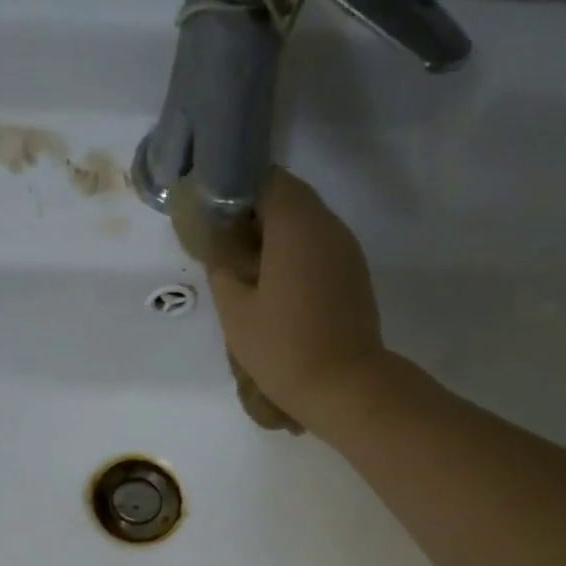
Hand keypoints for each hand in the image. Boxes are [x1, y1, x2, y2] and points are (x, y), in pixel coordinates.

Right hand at [207, 170, 389, 434]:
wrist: (344, 386)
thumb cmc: (283, 348)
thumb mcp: (235, 312)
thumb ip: (222, 267)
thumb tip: (219, 241)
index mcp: (296, 225)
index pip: (267, 180)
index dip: (236, 188)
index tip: (213, 213)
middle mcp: (328, 226)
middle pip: (289, 199)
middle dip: (254, 213)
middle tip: (224, 244)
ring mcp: (346, 250)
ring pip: (306, 224)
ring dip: (275, 236)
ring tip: (246, 269)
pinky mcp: (353, 274)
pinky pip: (319, 248)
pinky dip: (294, 254)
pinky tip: (274, 287)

+-------+

What the task requires => Search the material above for the word "index", then copy out each line that has it.

Reply =>
index mcp: (296, 225)
index pip: (267, 180)
index dip: (236, 188)
index tip: (213, 213)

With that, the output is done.